In this paper, the time-delay is defined as the maximum delay which is associated with the longest path is measure for SUM and C out output in the circuit, the value of time-delay has been measured from 50% of voltage level of input signals (after the buffers) to the 50% of voltage level of output signal, the Power-delay product (PDP) is the significant quality measure parameter of the efficiency and a compromise between power dissipation and speed for CMOS circuits [18] . This value is calculated from worst-case delay multiplied with average power consumption is given as equation (24). 
To produce more realistic performance in the simulation, buffers are added to all the three inputs nodes. The complete simulation environment is shown in Figure 8 . The circuit signals are probed at the outputs and at the inputs of the output inverters [19] . The cell was simulated by HSPICE based on 130 nm CMOS technology at 1.2V supply voltages. 
Simulation Results and Comparison
We compared the performance of eight full adder cells, and the simulation results for different cells are summarized in Figure 10 and Figure 12 Those show the cell8 and cell2 have larger delay than the rest of analyzed cells at four different load capacitance, it's due to using pass transistor logic at the first module which produces a non full swing intermediate signal and has poor output driving capacitance. The cell6 has the lowest delay in the entire adder cells simulated here and the propagation delay at four different frequencies is almost equal.
Considering power dissipation, it's clear that cells with the same number of transistors produce different power consumption values. From Figure 10 , it's indicated that, as frequency is increased, the power dissipation increases.
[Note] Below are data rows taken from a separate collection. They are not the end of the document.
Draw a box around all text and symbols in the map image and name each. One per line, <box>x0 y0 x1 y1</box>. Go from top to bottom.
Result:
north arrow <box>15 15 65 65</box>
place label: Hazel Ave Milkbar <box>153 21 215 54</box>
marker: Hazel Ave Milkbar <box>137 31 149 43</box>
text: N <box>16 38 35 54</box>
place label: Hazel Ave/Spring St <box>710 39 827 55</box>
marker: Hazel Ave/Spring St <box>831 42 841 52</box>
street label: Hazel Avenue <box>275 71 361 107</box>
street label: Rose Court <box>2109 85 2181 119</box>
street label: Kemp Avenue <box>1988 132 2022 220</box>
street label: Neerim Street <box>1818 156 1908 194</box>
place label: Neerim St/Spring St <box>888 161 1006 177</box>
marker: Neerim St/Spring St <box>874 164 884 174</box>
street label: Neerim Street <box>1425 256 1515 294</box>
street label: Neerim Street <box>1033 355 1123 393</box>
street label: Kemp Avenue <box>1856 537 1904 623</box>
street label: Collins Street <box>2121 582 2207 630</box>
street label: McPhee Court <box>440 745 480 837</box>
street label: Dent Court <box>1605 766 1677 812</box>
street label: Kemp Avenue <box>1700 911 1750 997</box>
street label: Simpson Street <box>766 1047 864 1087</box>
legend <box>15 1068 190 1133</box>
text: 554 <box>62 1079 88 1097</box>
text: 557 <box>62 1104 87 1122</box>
It also shows that the best cell which consumes the least power is Cell6, although it does not have the least transistor count. Its schematic and layout are shown in Figure 11 . It uses the bootstrapped pass transistor logic with SOI MOSFET for improvement in both speed and power consumption. The Cell6 consumes approximately 8% to 35% less power than seven other full adder cells at four different frequencies and four different loads. The Cell3 which is based on the transmission gate logic comes second. The Cell4 which has two feedback transistors in the first module consumes the largest power dissipation than all other cells due to the short-circuit path from V dd to V SS when simulated in a more realistic environment. This can be illustrated as follows: consider input pattern of A=B=0 (generally these signals are fed form inverters) applied to the gate. If B now changes from 0 to 1 an instantaneously short-circuit path from V dd to V SS arise, as shown in Figure 9 [20] . 
45
The PDP is always a quantitative measure of the performance of the trade-off between power consumption and propagation delay, and is significantly important when low-power operation is needed. The results of simulation under different frequencies and loads are shown in Figure 12 . From the simulation results it can be observed that the Cell6 (Novel circuit) has the best performance and takes approximately 5% to 45% less than all others under the four different frequencies at the load of 0fF, while for the load of 40fF it becomes higher by 3% to 17%.
Overall, the Cell6 (Novel circuit) which has bootstrapped pass transistor logic use silicon on insulator (SOI) process is an excellent alternative in this paper for PDP-efficient designs, and the simulation results of this research are expected to help designers to select the appropriate full adder cell that satisfies their specific applications.
Conclusion
In this paper, the simulation results shows that the Cell6 (Novel circuit) which has bootstrapped pass transistor logic use silicon on insulator (SOI) process outperforms the other adders analyzed by reducing the power consumption and delay,
The comprehensive simulation shows that PDP of the Cell6 circuit is improved up to 5%-45% as compared with all other reference adder cells at the load of 0fF, while for the load of 40fF it becomes higher by 3% to 17%. The experimental results confirm that the Cell6 is novel and efficient for system applications.